Although safety was a primary topic during the evening, everyday problems such as on-time performance and the rudeness of some Metro-North employees were also brought up by some disgruntled passengers.

“The bottom line is the service is deplorable,” said Westport resident Spencer Brown to a burst of applause. “The bathrooms are filthy, passengers stand most of the ride, and the trains are now chronically late. If this was a restaurant, no one would eat there.

“There is no accountability,” Brown said. “There doesn’t have to be because this is a monopolistic enterprise and people have to take the train to get to work.”

Ted Cook of Fairfield added, “I hope no one has to go to the bathroom at our brand-new Fairfield Metro station because there are no bathrooms there.”

People may move out of state

“My constituents have complaint fatigue,” said state Sen. Toni Boucher, a Republican from Wilton. “These serious failures are unprecedented because they are serious failures on the part of management.

“My constituency does not know if they are going to arrive on time or even get home safely,” Boucher said. “There are many who are seriously considering moving out of the state because of this.”

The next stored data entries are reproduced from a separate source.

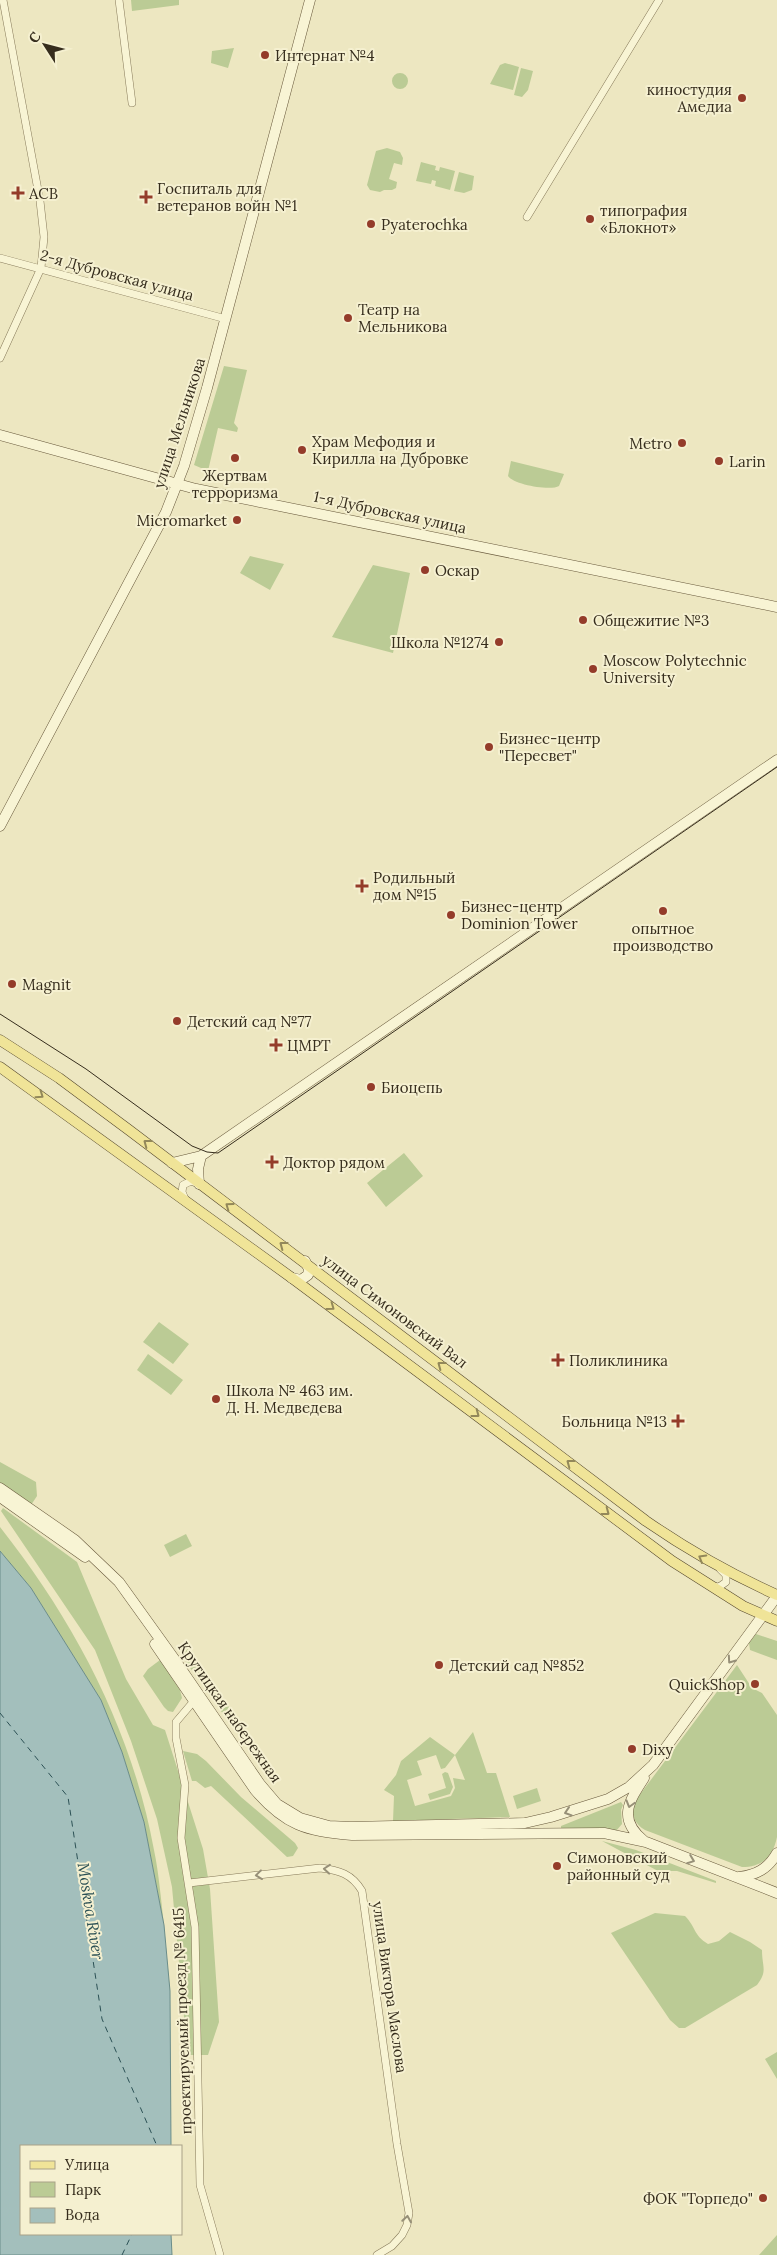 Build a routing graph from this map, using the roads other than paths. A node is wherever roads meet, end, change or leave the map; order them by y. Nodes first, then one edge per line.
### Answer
1 (3, 0) edge
2 (119, 0) edge
3 (310, 0) edge
4 (659, 0) edge
5 (132, 103) dead end
6 (527, 218) dead end
7 (0, 258) edge
8 (41, 268) junction
9 (226, 320) junction
10 (0, 358) edge
11 (0, 434) edge
12 (177, 484) junction
13 (777, 607) edge
14 (777, 760) edge
15 (0, 826) edge
16 (0, 1040) edge
17 (5, 1046) edge
18 (0, 1067) edge
19 (201, 1156) junction
20 (172, 1163) junction
21 (199, 1184) junction
22 (186, 1200) junction
23 (305, 1261) junction
24 (292, 1278) junction
25 (0, 1488) edge
26 (0, 1497) edge
27 (720, 1568) junction
28 (709, 1586) junction
29 (777, 1595) edge
30 (762, 1614) junction
31 (777, 1621) edge
32 (196, 1699) junction
33 (653, 1765) junction
34 (646, 1842) junction
35 (777, 1853) edge
36 (738, 1878) junction
37 (189, 1883) junction
38 (777, 1893) edge
39 (220, 2255) edge
40 (377, 2255) edge

1 - 8 street
2 - 5 street
3 - 9 main road, улица Мельникова
4 - 6 street
7 - 8 street, 2-я Дубровская улица
8 - 9 street, 2-я Дубровская улица
8 - 10 street
9 - 12 main road, улица Мельникова
11 - 12 main road, 1-я Дубровская улица
12 - 13 main road, 1-я Дубровская улица
12 - 15 main road, улица Мельникова
14 - 19 main road
16 - 17 main road, улица Симоновский Вал
20 -> 17 main road, улица Симоновский Вал
18 -> 22 main road
19 - 20 main road
19 - 21 main road
20 - 21 main road, улица Симоновский Вал
21 - 22 street
23 -> 21 main road, улица Симоновский Вал
22 - 24 main road
23 - 24 main road
27 -> 23 main road, улица Симоновский Вал
24 -> 28 main road
25 - 32 main road, Крутицкая набережная
26 - 32 main road, Крутицкая набережная
27 - 28 street
27 - 29 main road, улица Симоновский Вал
28 - 30 main road
29 - 30 main road
30 - 31 main road
30 -> 33 main road
33 -> 32 main road, Крутицкая набережная
32 - 34 main road, Крутицкая набережная
32 - 37 street, проектируемый проезд № 6415
33 -> 34 main road
34 -> 36 main road, Крутицкая набережная
35 - 36 main road
36 - 38 main road, Крутицкая набережная
37 - 39 street, проектируемый проезд № 6415
40 -> 37 street, улица Виктора Маслова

Thomas Orofino of Westport ridiculed Connecticut’s pro-environmental policies, pointing out, “You talk about our carbon footprint. But look at the guy in the car stuck in traffic on 95 on his way to go to work. He’s got heat; he’s got a radio. Do you think you’re going to get him out of his car to get on the train?”

Implementing a 100-day plan

With time running out and a few dozen residents who had signed up to speak angry at being told the meeting would soon end, Redeker briefly addressed the ridership concerns.

“To sum up, we want to be the safest railroad there is,” the DOT commissioner said. “To move out of the state is unthinkable; that shouldn’t even be a question, and our concern is to keep you here. I don’t disagree with you. It’s been 25 years of neglect and we’re trying to catch up.”

Redeker explained that the state and Metro-North are implementing a 100-day plan to address the myriad issues brought forth in recent months. Redeker added that a meeting took place Monday with Gov. Dannel Malloy, new Metro-North President Joseph Giulietti and himself, and they now are ready to move forward with this plan.